Scalar UDFs

Scalar user-defined function APIs



Scalar user-defined functions.

The scalar class itself is not a public API, its methods are.


Name Description
builtin Construct a scalar user-defined function that is built-in to the backend.
pandas Construct a vectorized scalar user-defined function that accepts pandas Series’ as inputs.
pyarrow Construct a vectorized scalar user-defined function that accepts PyArrow Arrays as input.
python Construct a non-vectorized scalar user-defined function that accepts Python scalar values as inputs.


builtin(fn=None, *, name=None, database=None, catalog=None, signature=None, **kwargs)

Construct a scalar user-defined function that is built-in to the backend.


Name Type Description Default
fn The function to wrap. None
name The name of the UDF in the backend if different from the function name. None
database The database in which the builtin function resides. None
catalog The catalog in which the builtin function resides. None
signature If present, a tuple of the form ((arg0type, arg1type, ...), returntype). For example, a function taking an int and a float and returning a string would be ((int, float), str). If not present, the signature will be derived from the type annotations of the wrapped function. For builtin UDFs, only the return type annotation is required. See the user guide for more information. None
kwargs Additional backend-specific configuration arguments for the UDF. {}


>>> import ibis
>>> @ibis.udf.scalar.builtin
... def hamming(a: str, b: str) -> int:
...     '''Compute the Hamming distance between two strings.'''
>>> expr = hamming("duck", "luck")
>>> con = ibis.connect("duckdb://")
>>> con.execute(expr)


pandas(fn=None, *, name=None, database=None, catalog=None, signature=None, **kwargs)

Construct a vectorized scalar user-defined function that accepts pandas Series’ as inputs.


Name Type Description Default
fn The function to wrap. None
name The name of the UDF in the backend if different from the function name. None
database The database in which to create the UDF. None
catalog The catalog in which to create the UDF. None
signature If present, a tuple of the form ((arg0type, arg1type, ...), returntype). For example, a function taking an int and a float and returning a string would be ((int, float), str). If not present, the signature will be derived from the type annotations of the wrapped function. None
kwargs Additional backend-specific configuration arguments for the UDF. {}


>>> import ibis
>>> ibis.options.interactive = True
>>> t = ibis.memtable(dict(int_col=[1, 2, 3], str_col=["a", "b", "c"]))
>>> t
┃ int_col ┃ str_col ┃
│ int64   │ string  │
1 │ a       │
2 │ b       │
3 │ c       │
>>> @ibis.udf.scalar.pandas
... def str_cap(x: str) -> str:
...     # note usage of pandas `str` method
...     return x.str.capitalize()
>>> str_cap(t.str_col)  # doctest: +SKIP
┃ string_cap_0(str_col) ┃
│ string                │
│ A                     │
│ B                     │
│ C                     │

pyarrow(fn=None, *, name=None, database=None, catalog=None, signature=None, **kwargs)
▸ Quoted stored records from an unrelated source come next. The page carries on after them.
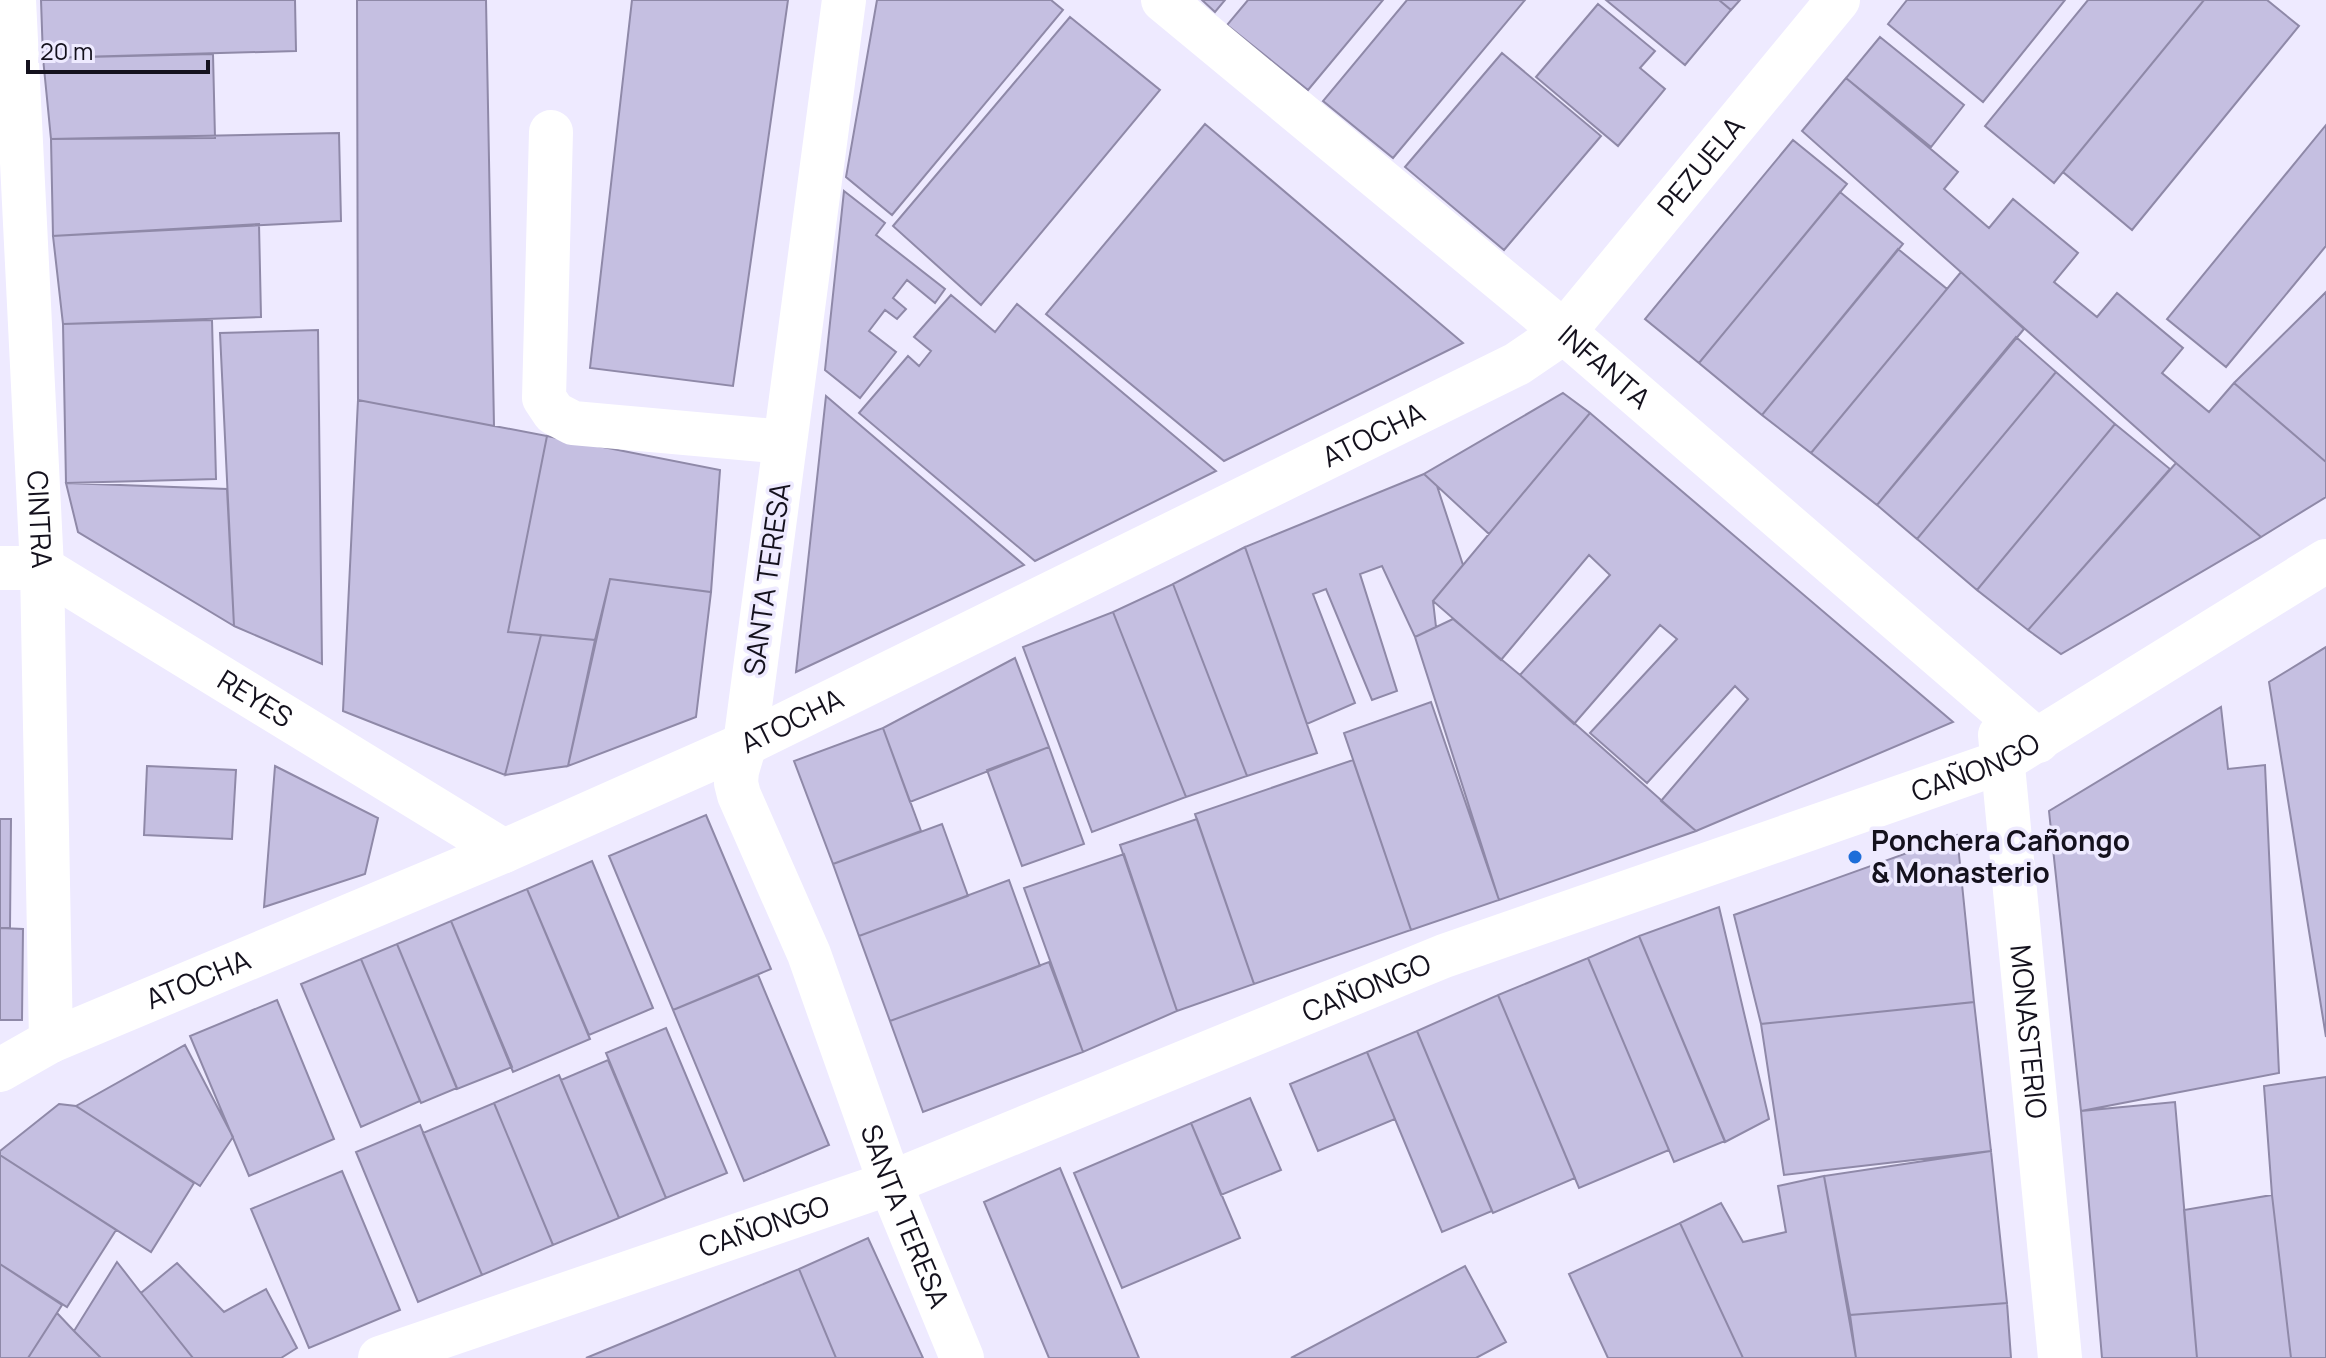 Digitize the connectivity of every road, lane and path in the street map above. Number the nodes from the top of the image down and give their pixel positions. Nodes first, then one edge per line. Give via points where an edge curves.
1 (14, 0) edge
2 (844, 0) edge
3 (1163, 0) edge
4 (1838, 0) edge
5 (551, 132) dead end
6 (1564, 332) junction
7 (785, 442) junction
8 (2326, 561) edge
9 (21, 568) edge
10 (1999, 707) junction
11 (2038, 741) junction
12 (745, 744) junction
13 (2001, 762) junction
14 (504, 851) junction
15 (51, 1041) junction
16 (0, 1070) edge
17 (890, 1183) junction
18 (380, 1358) edge
19 (962, 1358) edge
20 (2060, 1358) edge

1 - 9 street, CINTRA
2 - 7 street, SANTA TERESA
3 - 6 street, INFANTA
4 - 6 street, PEZUELA
5 - 7 street via 544,398 554,413 573,423
6 - 10 street, INFANTA
6 - 12 street, ATOCHA via 1517,364
7 - 12 street, SANTA TERESA
8 - 11 street, CAÑONGO
9 - 14 street, REYES
9 - 15 street, CINTRA
10 - 11 street, INFANTA
10 - 13 street, MONASTERIO
11 - 13 street, CAÑONGO
12 - 14 street, ATOCHA
12 - 17 street, SANTA TERESA via 737,771 739,795 809,954
13 - 17 street, CAÑONGO via 1444,956
13 - 20 street, MONASTERIO
14 - 15 street, ATOCHA
15 - 16 street, ATOCHA
17 - 18 street, CAÑONGO
17 - 19 street, SANTA TERESA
Construct a vectorized scalar user-defined function that accepts PyArrow Arrays as input.


Name Type Description Default
fn The function to wrap. None
name The name of the UDF in the backend if different from the function name. None
database The database in which to create the UDF. None
catalog The catalog in which to create the UDF. None
signature If present, a tuple of the form ((arg0type, arg1type, ...), returntype). For example, a function taking an int and a float and returning a string would be ((int, float), str). If not present, the signature will be derived from the type annotations of the wrapped function. None
kwargs Additional backend-specific configuration arguments for the UDF. {}


>>> import ibis
>>> import pyarrow.compute as pc
>>> from datetime import date
>>> ibis.options.interactive = True
>>> t = ibis.memtable(
...     dict(start_col=[date(2024, 4, 29)], end_col=[date(2025, 4, 29)]),
... )
>>> @ibis.udf.scalar.pyarrow
... def weeks_between(start: date, end: date) -> int:
...     return pc.weeks_between(start, end)
>>> weeks_between(t.start_col, t.end_col)
┃ weeks_between_0(start_col, end_col) ┃
│ int64                               │
│                                  52 │

python(fn=None, *, name=None, database=None, catalog=None, signature=None, **kwargs)
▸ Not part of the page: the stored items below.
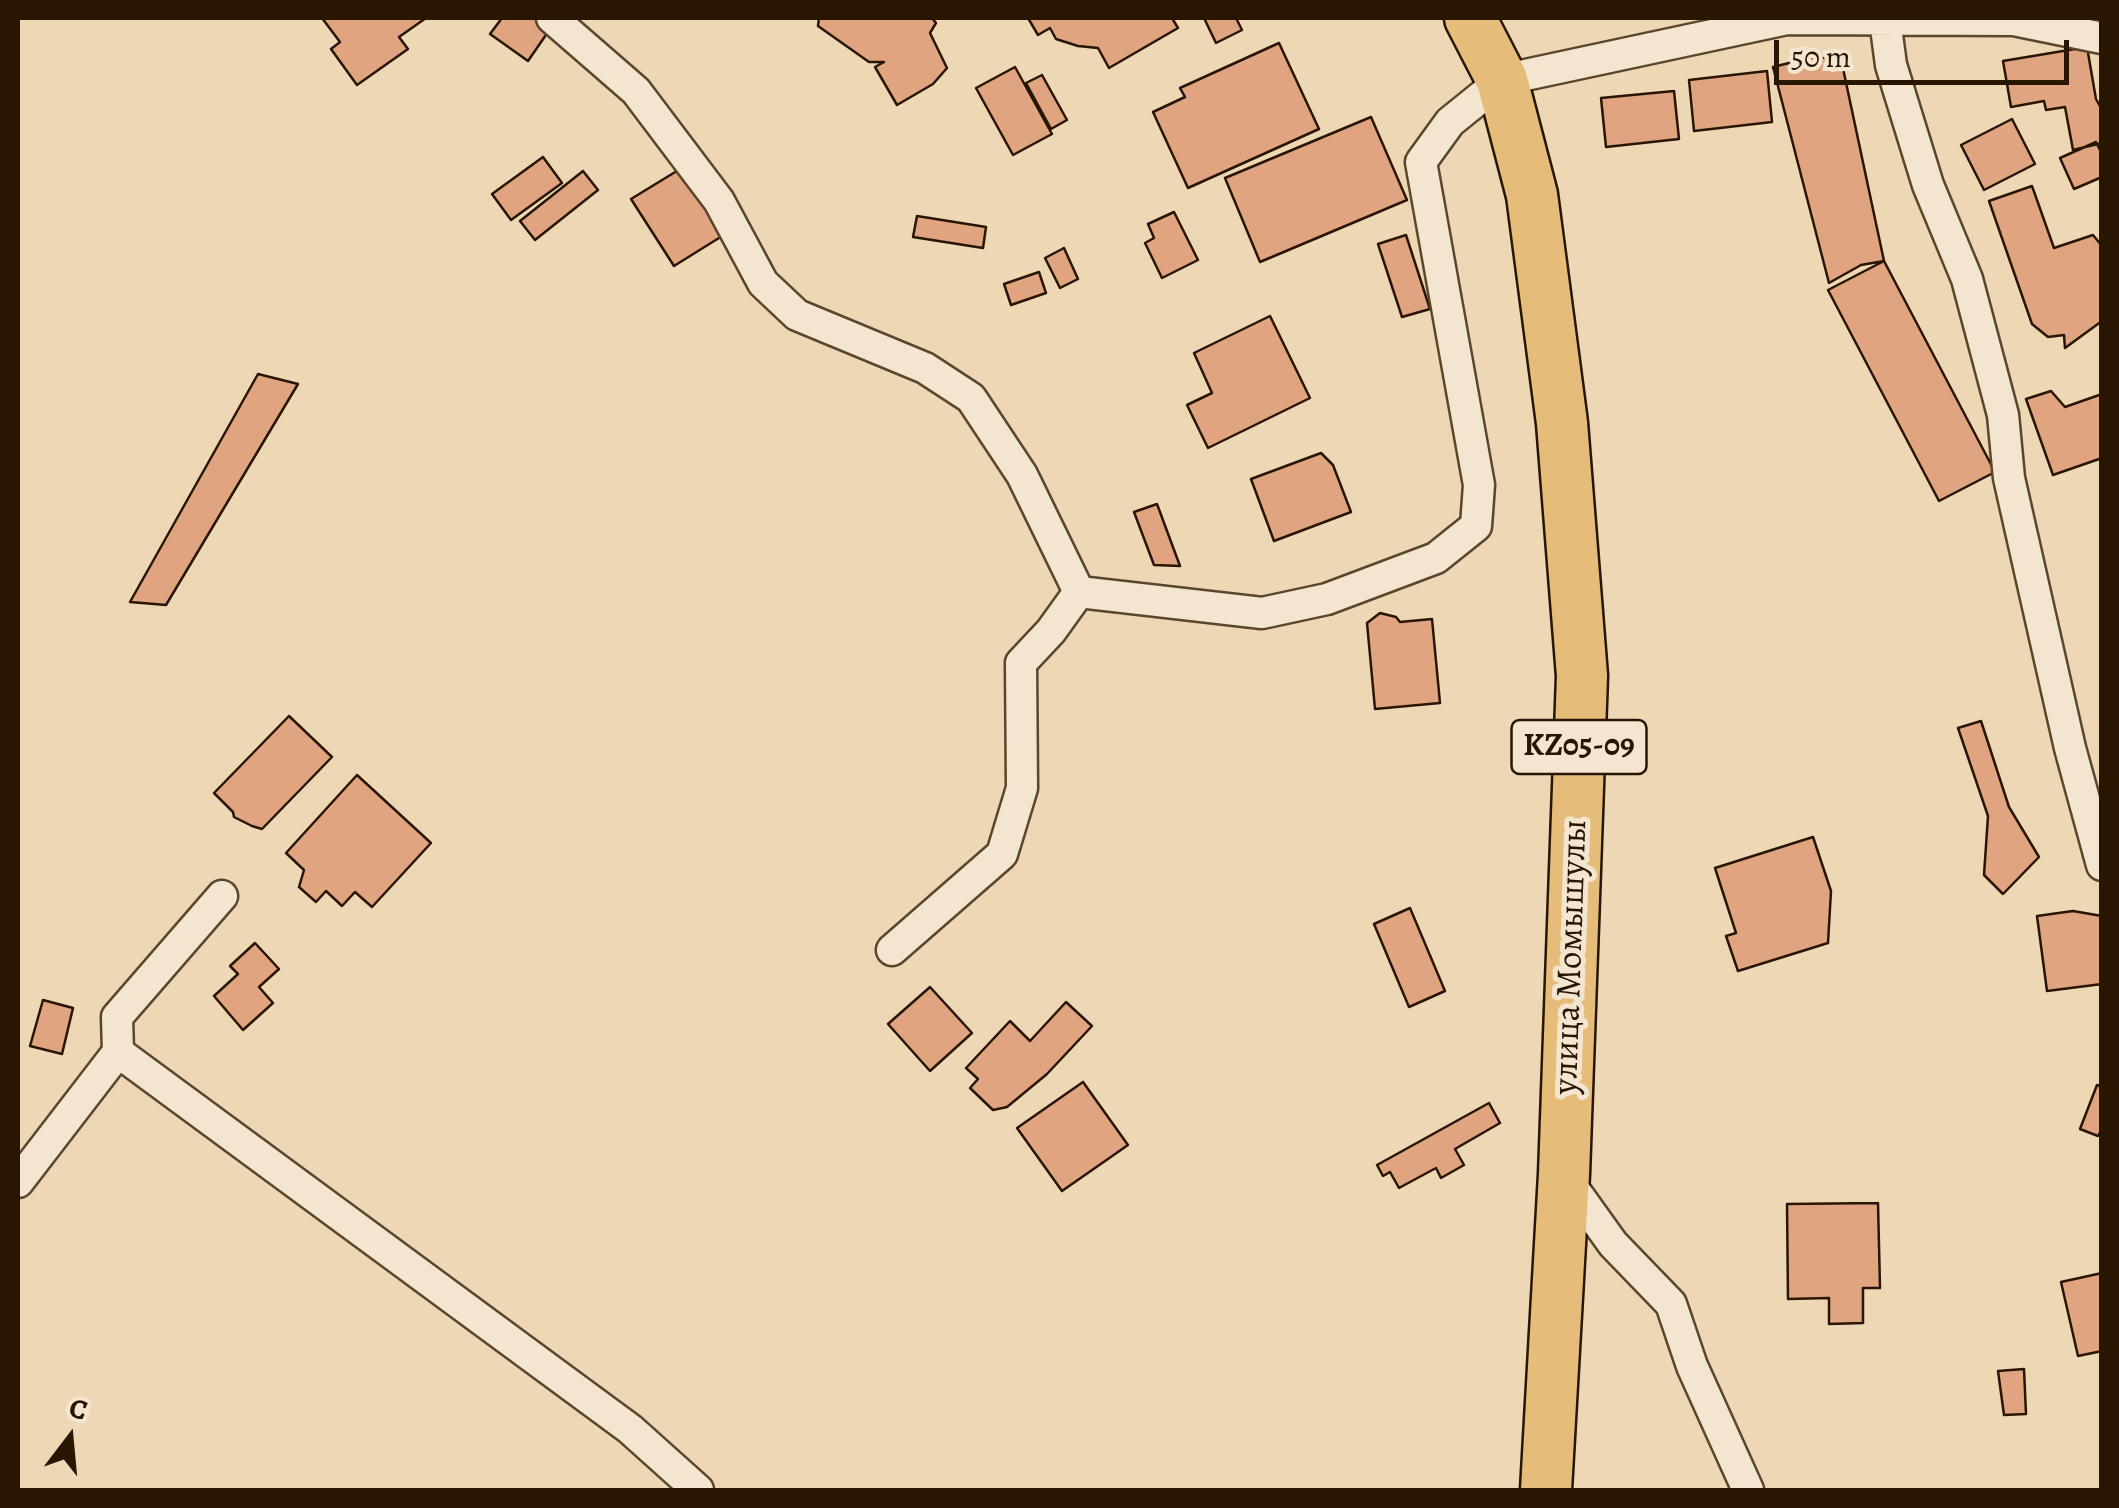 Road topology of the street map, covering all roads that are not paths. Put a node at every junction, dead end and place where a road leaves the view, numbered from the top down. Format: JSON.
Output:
{"nodes":[{"id":1,"x":552,"y":18,"type":"edge"},
{"id":2,"x":1470,"y":18,"type":"edge"},
{"id":3,"x":1885,"y":20,"type":"edge"},
{"id":4,"x":2102,"y":38,"type":"edge"},
{"id":5,"x":1502,"y":80,"type":"junction"},
{"id":6,"x":1078,"y":592,"type":"junction"},
{"id":7,"x":2102,"y":865,"type":"edge"},
{"id":8,"x":222,"y":896,"type":"dead end"},
{"id":9,"x":892,"y":950,"type":"dead end"},
{"id":10,"x":118,"y":1052,"type":"junction"},
{"id":11,"x":1564,"y":1174,"type":"junction"},
{"id":12,"x":18,"y":1182,"type":"edge"},
{"id":13,"x":698,"y":1490,"type":"edge"},
{"id":14,"x":1546,"y":1490,"type":"edge"},
{"id":15,"x":1748,"y":1490,"type":"edge"}],
"edges":[{"from":1,"to":6,"type":"street"},
{"from":2,"to":5,"type":"main road","name":"улица Момышулы","number":"KZ05-09"},
{"from":3,"to":4,"type":"street"},
{"from":3,"to":5,"type":"street"},
{"from":3,"to":7,"type":"street"},
{"from":5,"to":6,"type":"street"},
{"from":5,"to":11,"type":"main road","name":"улица Момышулы","number":"KZ05-09"},
{"from":6,"to":9,"type":"street"},
{"from":8,"to":10,"type":"street"},
{"from":10,"to":12,"type":"street"},
{"from":10,"to":13,"type":"street"},
{"from":11,"to":14,"type":"main road","name":"улица Момышулы","number":"KZ05-09"},
{"from":11,"to":15,"type":"street"}]}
Construct a non-vectorized scalar user-defined function that accepts Python scalar values as inputs.

python UDFs are not vectorized: they are executed row by row with one Python function call per row

This calling pattern tends to be much slower than pandas or pyarrow-based vectorized UDFs.


Name Type Description Default
fn The function to wrap. None
name The name of the UDF in the backend if different from the function name. None
database The database in which to create the UDF. None
catalog The catalog in which to create the UDF. None
signature If present, a tuple of the form ((arg0type, arg1type, ...), returntype). For example, a function taking an int and a float and returning a string would be ((int, float), str). If not present, the signature will be derived from the type annotations of the wrapped function. None
kwargs Additional backend-specific configuration arguments for the UDF. {}


>>> import ibis
>>> ibis.options.interactive = True
>>> t = ibis.memtable(dict(int_col=[1, 2, 3], str_col=["a", "b", "c"]))
>>> t
┃ int_col  str_col ┃
│ int64string  │
│       1a       │
│       2b       │
│       3c       │
>>> @ibis.udf.scalar.python
... def str_magic(x: str) -> str:
...     return f"{x}_magic"
>>> @ibis.udf.scalar.python
... def add_one_py(x: int) -> int:
...     return x + 1
>>> str_magic(t.str_col)
┃ str_magic_0(str_col) ┃
│ string               │
│ a_magic              │
│ b_magic              │
│ c_magic              │
>>> add_one_py(t.int_col)
┃ add_one_py_0(int_col) ┃
│ int64                 │
│                     2 │
│                     3 │
│                     4 │